It’s hard to believe it’s possible to craft a television show about guys who cut logs that more than just their relatives will actually watch, but the great minds at the History Channel are apparently up to the challenge. And the literally dozens of viewers that tuned into a recent installment of Ax Men were treated to plenty of the usual, um, action. The episode also included a display of what happens when you make one of these backwoods loggers really happy. And it wasn’t a pretty sight. . .

As our story begins, Louisiana logger Shelby Stanga, a.k.a. The Swamp Man, is having hard times and needs to sell some wood. Baby needs a new pair of shoes. Or something. Anyway, as so often conveniently happens when the cameras just happen to be around, wood buyer Keith Dufour arrives just in the nick of time with a $10,000 order.

Alas, history.com won’t allow us to embed their video, but click the link above and skip to the 4:00 mark to catch the ensuing hijinks. Then duck. Because when Stanga gets the good news of his imminent windfall, he celebrates in the only way he can think of: and that’s by yanking a Smith 500 from his cut-offs (and some people say they can’t adequately conceal a full size 1911…pshaw!) and squeezing off four or five wild shots in all directions, one of which nearly takes his own foot off.

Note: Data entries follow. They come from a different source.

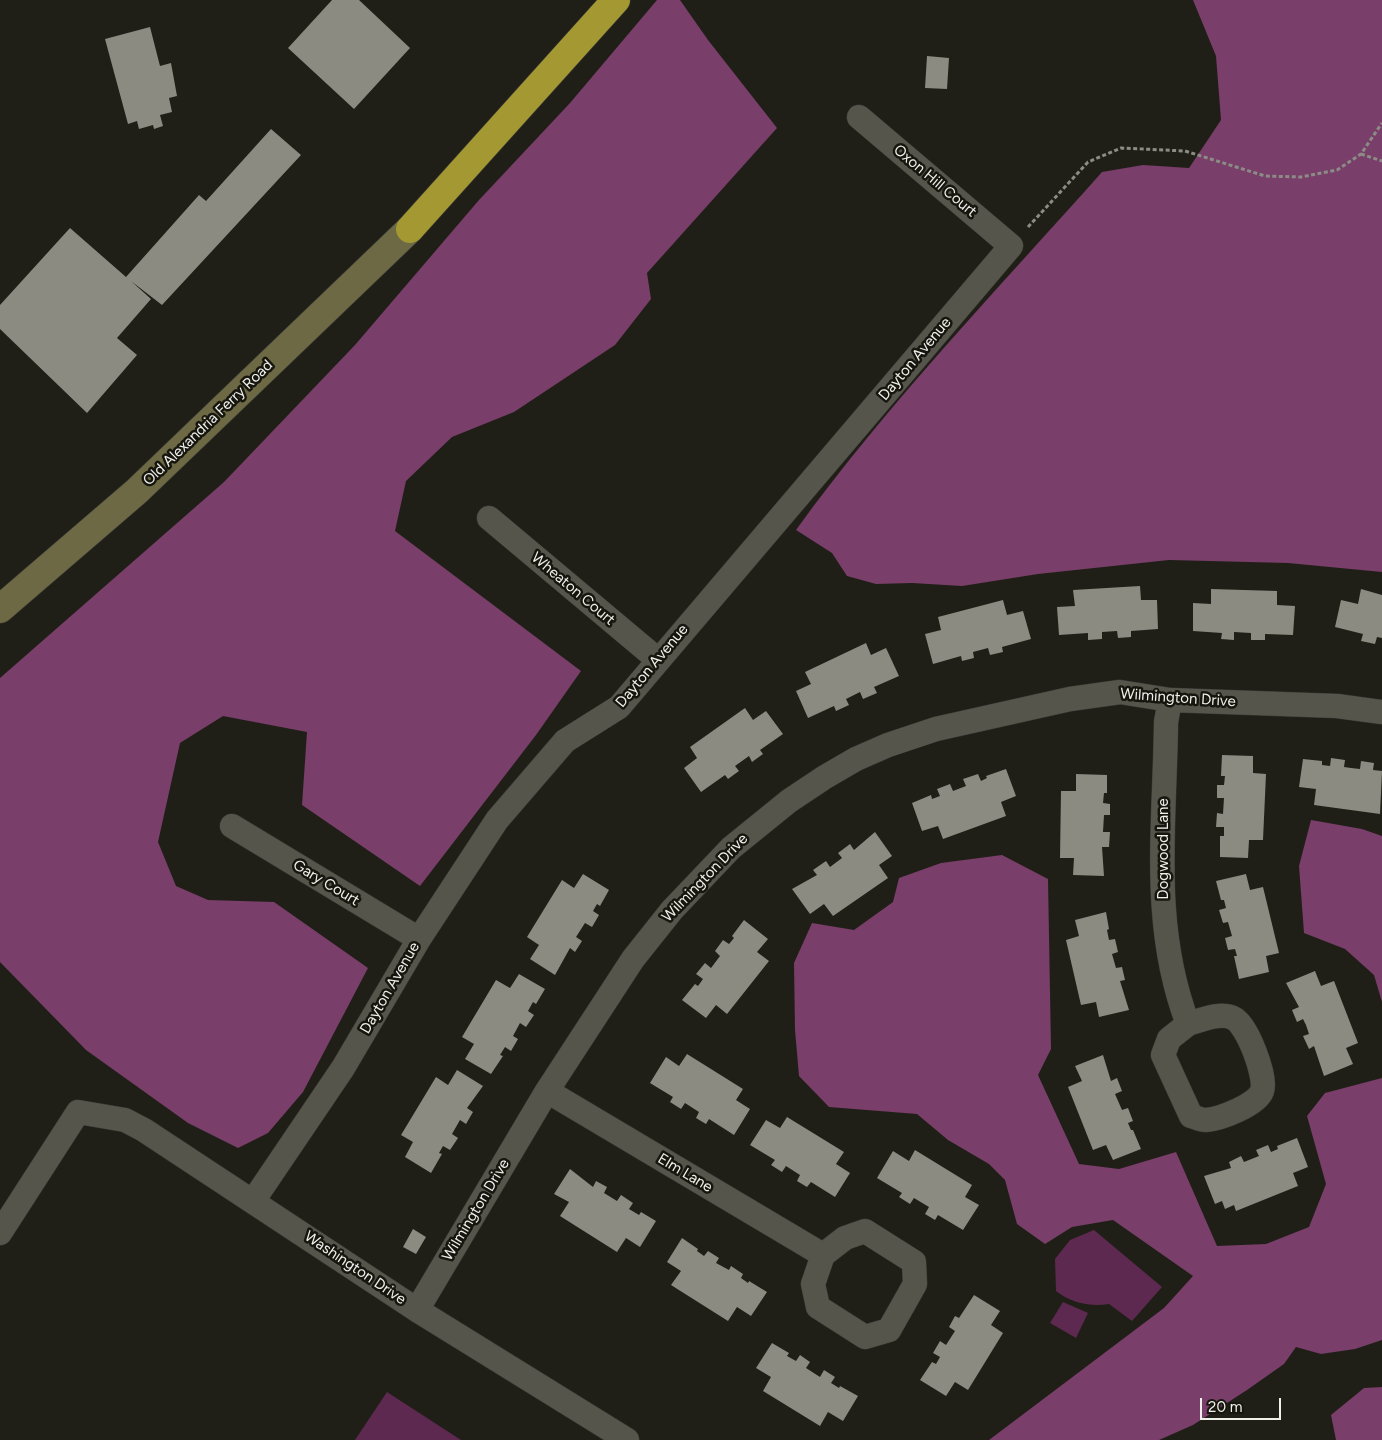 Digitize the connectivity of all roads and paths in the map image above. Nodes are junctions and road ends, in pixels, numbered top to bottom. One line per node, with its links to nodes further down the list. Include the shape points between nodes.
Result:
1 (616, 0): 6 (highway)
2 (858, 117): 7 (street, Oxon Hill Court)
3 (1382, 123): 4 (path)
4 (1361, 154): 5 (path); 7 (path, via 1337,170 1301,177 1265,176 1185,151 1122,148 1088,162)
5 (1382, 161)
6 (410, 230): 9 (main road, Old Alexandria Ferry Road, via 137,491)
7 (1011, 246): 10 (street, Dayton Avenue)
8 (489, 518): 10 (street, Wheaton Court)
9 (0, 609)
10 (657, 659): 14 (street, Dayton Avenue, via 618,707 572,734 532,778 474,854)
11 (1170, 700): 12 (street, Wilmington Drive, via 1337,706); 15 (street, Dogwood Lane, via 1166,722 1161,872 1175,990); 16 (street, Wilmington Drive, via 1120,692 1028,708 936,729 888,745 826,777 789,801 730,848 672,910 633,959)
12 (1382, 712)
13 (232, 826): 14 (street, Gary Court)
14 (420, 939): 17 (street, Dayton Avenue, via 342,1068)
15 (1188, 1024): 15 (street, via 1223,1016 1235,1018 1246,1031 1264,1080 1262,1092 1253,1104 1204,1120 1191,1116 1163,1055 1169,1039)
16 (546, 1091): 19 (street, Elm Lane); 20 (street, Wilmington Drive)
17 (253, 1201): 18 (street, Washington Drive, via 125,1120 78,1112); 20 (street, Washington Drive)
18 (0, 1233)
19 (823, 1255): 19 (street, via 844,1238 865,1231 914,1262 915,1284 889,1330 865,1337 818,1307 813,1284)
20 (417, 1310): 21 (street, Washington Drive)
21 (627, 1440)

They even stick the gun barrel in one of the crater-size holes in the ground to show what the roaring revolver’s capable of. Yes, it’s nice that Dufour made Stanga’s day with some new business, but for wildly letting .50 cal rounds fly through the south Louisiana countryside, we’re going to add to his big take with a freshly felled IGOTD award. As Dufour says with a forced chuckle after the shooting spree was over, “you’re a crazy son of a bitch.” As happy as he’d made The Swamp Man, he should probably be glad Stanga didn’t make him squeal like a pig.

[h/t Ian Moore]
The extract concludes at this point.